Body or hand keypoint data:
┄┄┄┄┄┄┄┄┄┄

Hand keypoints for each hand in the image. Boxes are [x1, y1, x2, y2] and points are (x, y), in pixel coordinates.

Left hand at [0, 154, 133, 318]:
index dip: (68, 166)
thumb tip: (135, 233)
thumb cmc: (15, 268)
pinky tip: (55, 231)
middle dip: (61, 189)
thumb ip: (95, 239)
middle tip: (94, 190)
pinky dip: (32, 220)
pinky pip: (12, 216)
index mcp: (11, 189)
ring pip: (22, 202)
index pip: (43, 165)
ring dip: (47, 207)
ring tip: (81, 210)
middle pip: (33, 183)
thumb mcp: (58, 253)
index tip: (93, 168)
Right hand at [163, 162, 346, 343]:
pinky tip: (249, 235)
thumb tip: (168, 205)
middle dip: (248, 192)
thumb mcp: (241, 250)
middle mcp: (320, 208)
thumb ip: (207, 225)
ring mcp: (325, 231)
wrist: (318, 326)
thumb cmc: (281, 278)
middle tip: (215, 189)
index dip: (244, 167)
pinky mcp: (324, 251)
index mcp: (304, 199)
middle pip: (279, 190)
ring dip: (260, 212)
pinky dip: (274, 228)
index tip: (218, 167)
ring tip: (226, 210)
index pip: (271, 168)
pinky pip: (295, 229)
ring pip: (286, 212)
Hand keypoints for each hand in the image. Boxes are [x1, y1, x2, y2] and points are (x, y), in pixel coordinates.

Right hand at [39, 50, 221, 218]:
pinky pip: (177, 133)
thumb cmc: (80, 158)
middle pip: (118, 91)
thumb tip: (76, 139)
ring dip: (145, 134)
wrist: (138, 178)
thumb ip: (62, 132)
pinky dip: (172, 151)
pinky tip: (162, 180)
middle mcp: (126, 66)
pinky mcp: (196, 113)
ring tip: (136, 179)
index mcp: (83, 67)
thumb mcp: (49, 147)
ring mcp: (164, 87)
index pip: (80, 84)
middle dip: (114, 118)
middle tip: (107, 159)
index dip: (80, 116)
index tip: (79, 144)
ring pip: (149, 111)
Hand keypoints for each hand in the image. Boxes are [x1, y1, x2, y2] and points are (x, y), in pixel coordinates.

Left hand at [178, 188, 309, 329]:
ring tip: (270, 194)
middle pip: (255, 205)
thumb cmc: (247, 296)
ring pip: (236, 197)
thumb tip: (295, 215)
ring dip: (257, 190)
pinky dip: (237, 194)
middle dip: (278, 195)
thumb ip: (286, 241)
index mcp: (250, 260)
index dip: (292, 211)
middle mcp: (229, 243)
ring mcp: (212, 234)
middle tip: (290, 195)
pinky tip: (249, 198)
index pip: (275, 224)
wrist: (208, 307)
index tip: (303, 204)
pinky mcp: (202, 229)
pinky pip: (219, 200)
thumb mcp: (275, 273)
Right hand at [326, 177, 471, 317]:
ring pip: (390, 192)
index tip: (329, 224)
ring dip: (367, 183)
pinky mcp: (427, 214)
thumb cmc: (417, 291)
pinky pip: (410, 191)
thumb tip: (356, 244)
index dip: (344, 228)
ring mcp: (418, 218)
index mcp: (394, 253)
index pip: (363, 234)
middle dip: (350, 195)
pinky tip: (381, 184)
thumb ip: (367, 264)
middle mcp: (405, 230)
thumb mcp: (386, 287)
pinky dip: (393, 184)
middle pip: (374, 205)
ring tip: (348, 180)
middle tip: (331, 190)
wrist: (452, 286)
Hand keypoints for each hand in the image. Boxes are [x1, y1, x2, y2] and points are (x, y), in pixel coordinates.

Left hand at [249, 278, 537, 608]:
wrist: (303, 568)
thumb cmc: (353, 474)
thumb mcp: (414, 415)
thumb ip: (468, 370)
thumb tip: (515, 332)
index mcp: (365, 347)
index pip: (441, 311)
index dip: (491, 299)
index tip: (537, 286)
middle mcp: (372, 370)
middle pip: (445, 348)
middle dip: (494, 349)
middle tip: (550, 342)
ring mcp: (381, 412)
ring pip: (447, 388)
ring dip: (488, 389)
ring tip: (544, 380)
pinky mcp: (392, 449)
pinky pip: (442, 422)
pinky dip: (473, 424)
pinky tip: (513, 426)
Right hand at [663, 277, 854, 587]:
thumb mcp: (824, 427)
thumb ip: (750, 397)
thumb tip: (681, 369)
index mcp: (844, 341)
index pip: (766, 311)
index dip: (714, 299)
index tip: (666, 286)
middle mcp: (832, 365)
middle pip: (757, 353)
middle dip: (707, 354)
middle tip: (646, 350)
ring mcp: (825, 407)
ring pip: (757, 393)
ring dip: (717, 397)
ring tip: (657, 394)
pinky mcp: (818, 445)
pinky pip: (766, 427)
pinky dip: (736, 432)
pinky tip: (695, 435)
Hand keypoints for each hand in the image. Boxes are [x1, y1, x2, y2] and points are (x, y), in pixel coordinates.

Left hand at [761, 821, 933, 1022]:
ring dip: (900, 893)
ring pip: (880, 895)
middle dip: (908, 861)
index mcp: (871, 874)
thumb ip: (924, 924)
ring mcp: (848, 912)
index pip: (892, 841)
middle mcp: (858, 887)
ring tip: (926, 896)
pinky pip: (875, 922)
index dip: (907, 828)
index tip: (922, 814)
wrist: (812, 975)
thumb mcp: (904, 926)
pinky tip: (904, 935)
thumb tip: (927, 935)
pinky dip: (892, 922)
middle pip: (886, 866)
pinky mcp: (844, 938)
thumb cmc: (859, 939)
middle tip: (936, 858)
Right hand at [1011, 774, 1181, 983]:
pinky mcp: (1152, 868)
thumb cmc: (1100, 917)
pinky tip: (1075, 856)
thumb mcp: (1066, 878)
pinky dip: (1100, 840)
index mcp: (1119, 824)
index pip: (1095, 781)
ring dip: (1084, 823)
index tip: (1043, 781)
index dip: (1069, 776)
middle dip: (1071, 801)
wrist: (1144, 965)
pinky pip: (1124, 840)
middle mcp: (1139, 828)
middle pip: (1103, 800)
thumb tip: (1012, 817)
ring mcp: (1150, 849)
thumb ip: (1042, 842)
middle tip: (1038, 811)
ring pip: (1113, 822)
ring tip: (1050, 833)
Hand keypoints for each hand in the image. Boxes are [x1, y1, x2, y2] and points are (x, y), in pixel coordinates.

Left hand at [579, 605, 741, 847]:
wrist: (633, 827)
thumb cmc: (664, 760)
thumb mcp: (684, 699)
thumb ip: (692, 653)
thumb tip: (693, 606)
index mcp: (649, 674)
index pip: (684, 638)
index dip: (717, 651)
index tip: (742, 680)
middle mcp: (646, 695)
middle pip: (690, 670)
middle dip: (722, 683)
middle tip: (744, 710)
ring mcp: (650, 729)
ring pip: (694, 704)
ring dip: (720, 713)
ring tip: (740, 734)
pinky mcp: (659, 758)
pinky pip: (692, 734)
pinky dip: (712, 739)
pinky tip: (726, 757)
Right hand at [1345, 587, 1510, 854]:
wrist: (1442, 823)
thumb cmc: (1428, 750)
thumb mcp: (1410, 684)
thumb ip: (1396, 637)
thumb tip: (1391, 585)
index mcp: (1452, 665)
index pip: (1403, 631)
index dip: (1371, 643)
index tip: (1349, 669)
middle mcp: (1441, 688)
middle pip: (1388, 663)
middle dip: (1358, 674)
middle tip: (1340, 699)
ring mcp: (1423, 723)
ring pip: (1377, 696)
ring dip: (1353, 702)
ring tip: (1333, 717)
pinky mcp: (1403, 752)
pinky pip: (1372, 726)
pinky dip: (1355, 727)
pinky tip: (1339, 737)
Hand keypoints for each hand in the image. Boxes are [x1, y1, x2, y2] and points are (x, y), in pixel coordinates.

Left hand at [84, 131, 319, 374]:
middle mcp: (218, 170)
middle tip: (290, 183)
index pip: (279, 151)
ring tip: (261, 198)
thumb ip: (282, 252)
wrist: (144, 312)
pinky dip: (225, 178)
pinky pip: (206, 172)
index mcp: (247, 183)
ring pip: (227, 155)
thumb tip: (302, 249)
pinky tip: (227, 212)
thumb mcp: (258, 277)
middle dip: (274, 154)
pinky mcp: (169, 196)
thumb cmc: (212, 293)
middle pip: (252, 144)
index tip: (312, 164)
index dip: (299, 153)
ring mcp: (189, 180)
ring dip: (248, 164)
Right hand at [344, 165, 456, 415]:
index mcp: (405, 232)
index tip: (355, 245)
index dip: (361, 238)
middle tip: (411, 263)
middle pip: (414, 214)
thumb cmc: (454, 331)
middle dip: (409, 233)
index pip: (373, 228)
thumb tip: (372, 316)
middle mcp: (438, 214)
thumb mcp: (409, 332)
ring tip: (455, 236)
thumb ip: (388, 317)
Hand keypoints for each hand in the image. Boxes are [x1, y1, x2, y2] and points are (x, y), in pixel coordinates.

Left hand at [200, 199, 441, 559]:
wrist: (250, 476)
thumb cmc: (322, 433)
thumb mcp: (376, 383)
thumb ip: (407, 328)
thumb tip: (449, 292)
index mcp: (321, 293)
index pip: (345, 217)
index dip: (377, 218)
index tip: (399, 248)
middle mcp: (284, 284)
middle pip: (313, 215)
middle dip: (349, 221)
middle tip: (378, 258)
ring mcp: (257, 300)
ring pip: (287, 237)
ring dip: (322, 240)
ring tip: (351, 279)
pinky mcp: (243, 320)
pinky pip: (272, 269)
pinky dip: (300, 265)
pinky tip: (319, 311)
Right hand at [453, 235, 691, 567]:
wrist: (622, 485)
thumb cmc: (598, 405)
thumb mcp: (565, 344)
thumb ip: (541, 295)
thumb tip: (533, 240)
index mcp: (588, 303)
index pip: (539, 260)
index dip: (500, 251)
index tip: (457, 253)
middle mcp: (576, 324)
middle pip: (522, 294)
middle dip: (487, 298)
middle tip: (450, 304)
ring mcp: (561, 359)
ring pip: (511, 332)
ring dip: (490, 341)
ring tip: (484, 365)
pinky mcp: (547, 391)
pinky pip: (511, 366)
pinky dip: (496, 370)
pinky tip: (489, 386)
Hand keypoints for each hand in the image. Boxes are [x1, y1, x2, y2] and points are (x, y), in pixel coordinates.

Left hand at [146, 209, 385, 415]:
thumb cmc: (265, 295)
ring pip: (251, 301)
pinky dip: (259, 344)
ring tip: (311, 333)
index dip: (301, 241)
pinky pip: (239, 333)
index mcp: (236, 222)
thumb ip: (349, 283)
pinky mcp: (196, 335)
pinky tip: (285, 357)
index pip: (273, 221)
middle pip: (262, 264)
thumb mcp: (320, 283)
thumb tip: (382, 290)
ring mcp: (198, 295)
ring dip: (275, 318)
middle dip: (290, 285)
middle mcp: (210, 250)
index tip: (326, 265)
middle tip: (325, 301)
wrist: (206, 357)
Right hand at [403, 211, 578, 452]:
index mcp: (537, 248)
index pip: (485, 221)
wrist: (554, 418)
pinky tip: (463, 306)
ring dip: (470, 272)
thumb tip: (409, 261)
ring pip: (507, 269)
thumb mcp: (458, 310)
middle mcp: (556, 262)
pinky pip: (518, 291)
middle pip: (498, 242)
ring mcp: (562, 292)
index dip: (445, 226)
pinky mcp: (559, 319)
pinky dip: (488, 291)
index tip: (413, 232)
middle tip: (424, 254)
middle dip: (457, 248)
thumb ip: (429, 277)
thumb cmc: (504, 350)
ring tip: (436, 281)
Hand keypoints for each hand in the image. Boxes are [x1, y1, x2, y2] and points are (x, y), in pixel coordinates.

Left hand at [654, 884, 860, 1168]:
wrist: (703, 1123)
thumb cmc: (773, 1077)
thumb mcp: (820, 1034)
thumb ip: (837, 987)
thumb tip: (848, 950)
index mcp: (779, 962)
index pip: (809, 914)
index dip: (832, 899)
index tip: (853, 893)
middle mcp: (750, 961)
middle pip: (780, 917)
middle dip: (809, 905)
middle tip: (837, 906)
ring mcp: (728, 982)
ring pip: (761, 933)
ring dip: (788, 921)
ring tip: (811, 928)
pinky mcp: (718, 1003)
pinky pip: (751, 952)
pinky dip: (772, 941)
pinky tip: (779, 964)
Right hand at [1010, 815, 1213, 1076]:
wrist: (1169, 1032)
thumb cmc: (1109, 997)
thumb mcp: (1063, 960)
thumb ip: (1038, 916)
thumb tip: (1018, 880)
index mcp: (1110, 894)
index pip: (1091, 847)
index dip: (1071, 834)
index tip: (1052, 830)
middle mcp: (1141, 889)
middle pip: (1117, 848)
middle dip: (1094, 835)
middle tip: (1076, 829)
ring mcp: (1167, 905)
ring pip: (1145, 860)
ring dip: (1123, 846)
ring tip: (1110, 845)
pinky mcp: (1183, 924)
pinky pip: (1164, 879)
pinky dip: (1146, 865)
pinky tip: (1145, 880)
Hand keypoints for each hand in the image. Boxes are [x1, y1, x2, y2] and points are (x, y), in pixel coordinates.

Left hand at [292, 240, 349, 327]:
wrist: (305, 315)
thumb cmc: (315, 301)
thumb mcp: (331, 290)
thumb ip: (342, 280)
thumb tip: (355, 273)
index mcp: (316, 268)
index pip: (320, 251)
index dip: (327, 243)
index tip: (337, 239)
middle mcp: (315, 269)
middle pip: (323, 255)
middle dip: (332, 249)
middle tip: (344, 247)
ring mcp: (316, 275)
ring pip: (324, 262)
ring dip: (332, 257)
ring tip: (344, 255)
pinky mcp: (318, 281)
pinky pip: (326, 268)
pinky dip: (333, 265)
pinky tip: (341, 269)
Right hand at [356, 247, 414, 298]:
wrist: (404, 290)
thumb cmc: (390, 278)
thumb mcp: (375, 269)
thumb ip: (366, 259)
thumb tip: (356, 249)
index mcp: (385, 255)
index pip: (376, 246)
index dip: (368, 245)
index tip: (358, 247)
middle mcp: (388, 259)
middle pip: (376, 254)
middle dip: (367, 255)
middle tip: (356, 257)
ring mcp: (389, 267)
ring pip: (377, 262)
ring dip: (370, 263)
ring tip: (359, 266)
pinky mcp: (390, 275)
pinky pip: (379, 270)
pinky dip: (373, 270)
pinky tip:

┄┄┄┄┄┄┄┄┄┄

Work required:
Begin at the line above that has "thumb ip: (62, 132)" and stop after the line that has "middle mcp: (372, 370)", copying each line exactly and adding nothing else.

Output:
thumb ip: (62, 132)
pinky dip: (172, 151)
pinky tip: (162, 180)
middle mcp: (126, 66)
pinky mcp: (196, 113)
ring tip: (136, 179)
index mcp: (83, 67)
thumb mcp: (49, 147)
ring mcp: (164, 87)
index pip: (80, 84)
middle dip: (114, 118)
middle tip: (107, 159)
index dip: (80, 116)
index tip: (79, 144)
ring pip: (149, 111)
Hand keypoints for each hand in the image. Boxes are [x1, y1, x2, y2] and points are (x, y), in pixel coordinates.

Left hand at [178, 188, 309, 329]:
ring tip: (270, 194)
middle pip: (255, 205)
thumb cmc: (247, 296)
ring pip: (236, 197)
thumb tip: (295, 215)
ring dip: (257, 190)
pinky dip: (237, 194)
middle dip: (278, 195)
thumb ip: (286, 241)
index mcp: (250, 260)
index dip: (292, 211)
middle mcp: (229, 243)
ring mcp: (212, 234)
middle tip: (290, 195)
pinky tip: (249, 198)
index pip: (275, 224)
wrist: (208, 307)
index tip: (303, 204)
pinky mcp: (202, 229)
pinky pip: (219, 200)
thumb mcp: (275, 273)
Right hand at [326, 177, 471, 317]:
ring pip: (390, 192)
index tip: (329, 224)
ring dip: (367, 183)
pinky mcp: (427, 214)
thumb cmc: (417, 291)
pinky pip: (410, 191)
thumb tip: (356, 244)
index dip: (344, 228)
ring mcp: (418, 218)
index mcp: (394, 253)
index pip: (363, 234)
middle dip: (350, 195)
pinky tip: (381, 184)
thumb ip: (367, 264)
middle mcp: (405, 230)
thumb mcp: (386, 287)
pinky dip: (393, 184)
middle pip: (374, 205)
ring tip: (348, 180)
middle tip: (331, 190)
wrist: (452, 286)
Hand keypoints for each hand in the image. Boxes are [x1, y1, x2, y2] and points are (x, y), in pixel coordinates.

Left hand at [249, 278, 537, 608]:
wrist: (303, 568)
thumb cmc: (353, 474)
thumb mcp: (414, 415)
thumb ip: (468, 370)
thumb tip: (515, 332)
index mcp: (365, 347)
index pip: (441, 311)
index dip: (491, 299)
index tip: (537, 286)
middle mcp: (372, 370)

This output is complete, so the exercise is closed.